[Data for review]

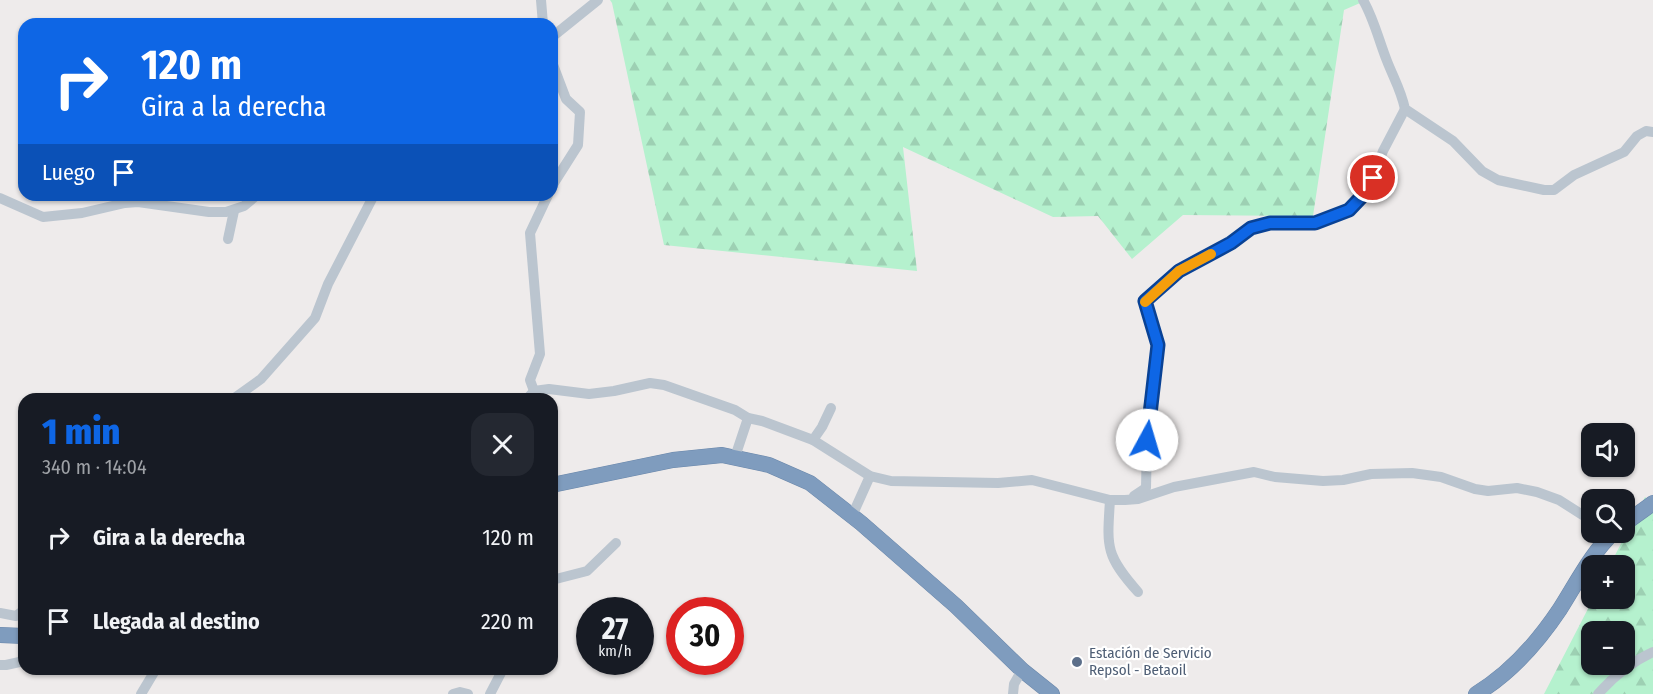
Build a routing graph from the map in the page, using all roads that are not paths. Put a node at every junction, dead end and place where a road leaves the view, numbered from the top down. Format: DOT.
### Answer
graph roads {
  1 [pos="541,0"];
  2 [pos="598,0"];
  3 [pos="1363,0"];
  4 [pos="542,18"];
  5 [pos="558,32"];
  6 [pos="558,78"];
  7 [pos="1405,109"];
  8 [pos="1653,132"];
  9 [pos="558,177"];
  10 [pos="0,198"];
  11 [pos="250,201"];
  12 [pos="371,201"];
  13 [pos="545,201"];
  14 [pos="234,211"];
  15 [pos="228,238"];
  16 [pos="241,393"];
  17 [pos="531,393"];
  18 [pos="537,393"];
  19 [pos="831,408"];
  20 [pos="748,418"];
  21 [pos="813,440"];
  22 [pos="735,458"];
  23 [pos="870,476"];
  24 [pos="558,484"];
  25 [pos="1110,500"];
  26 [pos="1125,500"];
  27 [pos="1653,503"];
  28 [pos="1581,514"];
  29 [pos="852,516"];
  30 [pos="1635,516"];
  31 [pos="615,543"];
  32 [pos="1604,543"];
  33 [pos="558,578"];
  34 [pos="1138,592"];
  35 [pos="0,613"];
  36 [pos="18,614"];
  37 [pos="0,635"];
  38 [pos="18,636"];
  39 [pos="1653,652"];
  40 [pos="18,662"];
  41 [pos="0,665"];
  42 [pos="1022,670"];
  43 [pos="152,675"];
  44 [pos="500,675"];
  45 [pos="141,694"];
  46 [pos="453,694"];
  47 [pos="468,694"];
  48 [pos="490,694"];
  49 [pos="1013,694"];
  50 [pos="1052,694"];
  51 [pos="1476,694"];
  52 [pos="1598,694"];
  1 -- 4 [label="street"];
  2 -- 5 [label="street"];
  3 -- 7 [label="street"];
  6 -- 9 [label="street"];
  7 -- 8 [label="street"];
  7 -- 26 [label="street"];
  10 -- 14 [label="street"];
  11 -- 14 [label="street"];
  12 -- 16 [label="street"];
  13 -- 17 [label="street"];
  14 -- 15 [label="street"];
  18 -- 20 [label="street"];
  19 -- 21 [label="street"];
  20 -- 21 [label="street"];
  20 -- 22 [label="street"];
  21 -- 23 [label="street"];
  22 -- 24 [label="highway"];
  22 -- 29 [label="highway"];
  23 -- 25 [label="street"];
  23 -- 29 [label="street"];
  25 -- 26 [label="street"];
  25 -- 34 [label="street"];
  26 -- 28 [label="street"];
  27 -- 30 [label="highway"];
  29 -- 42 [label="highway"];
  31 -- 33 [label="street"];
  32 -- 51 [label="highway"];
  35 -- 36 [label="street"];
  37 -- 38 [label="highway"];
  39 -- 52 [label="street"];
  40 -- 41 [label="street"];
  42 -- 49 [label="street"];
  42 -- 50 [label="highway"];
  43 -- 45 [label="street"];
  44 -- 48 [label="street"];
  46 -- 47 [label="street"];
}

==

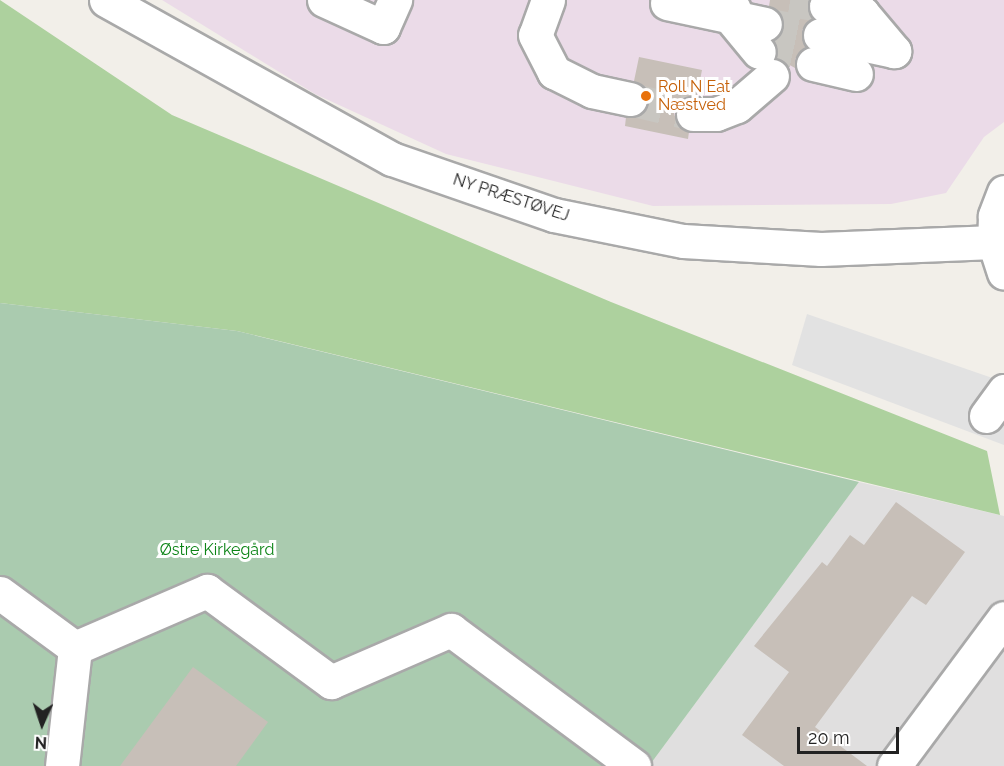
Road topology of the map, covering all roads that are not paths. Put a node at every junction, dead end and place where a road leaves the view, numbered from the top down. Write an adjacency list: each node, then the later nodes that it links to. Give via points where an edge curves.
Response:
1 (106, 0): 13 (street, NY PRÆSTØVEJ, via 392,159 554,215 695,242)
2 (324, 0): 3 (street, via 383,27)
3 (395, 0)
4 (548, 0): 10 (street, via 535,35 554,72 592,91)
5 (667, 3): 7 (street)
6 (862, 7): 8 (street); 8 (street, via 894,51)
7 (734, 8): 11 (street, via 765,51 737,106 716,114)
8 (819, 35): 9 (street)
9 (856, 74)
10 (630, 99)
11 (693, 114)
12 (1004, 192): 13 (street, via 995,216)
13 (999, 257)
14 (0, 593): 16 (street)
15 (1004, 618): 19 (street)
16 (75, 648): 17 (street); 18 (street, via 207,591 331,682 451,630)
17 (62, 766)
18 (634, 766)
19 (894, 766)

[Assignment]
What lines in the data above carry "node"? Return them all.

[Result for this exercise]
Build a routing graph from the map in the page, using all roads that are not paths. Put a node at every junction, dead end and place where a road leaves the view, numbered from the top down. Format: DOT.
Road topology of the map, covering all roads that are not paths. Put a node at every junction, dead end and place where a road leaves the view, numbered from the top down. Write an adjacency list: each node, then the later nodes that it links to. Give via points where an edge curves.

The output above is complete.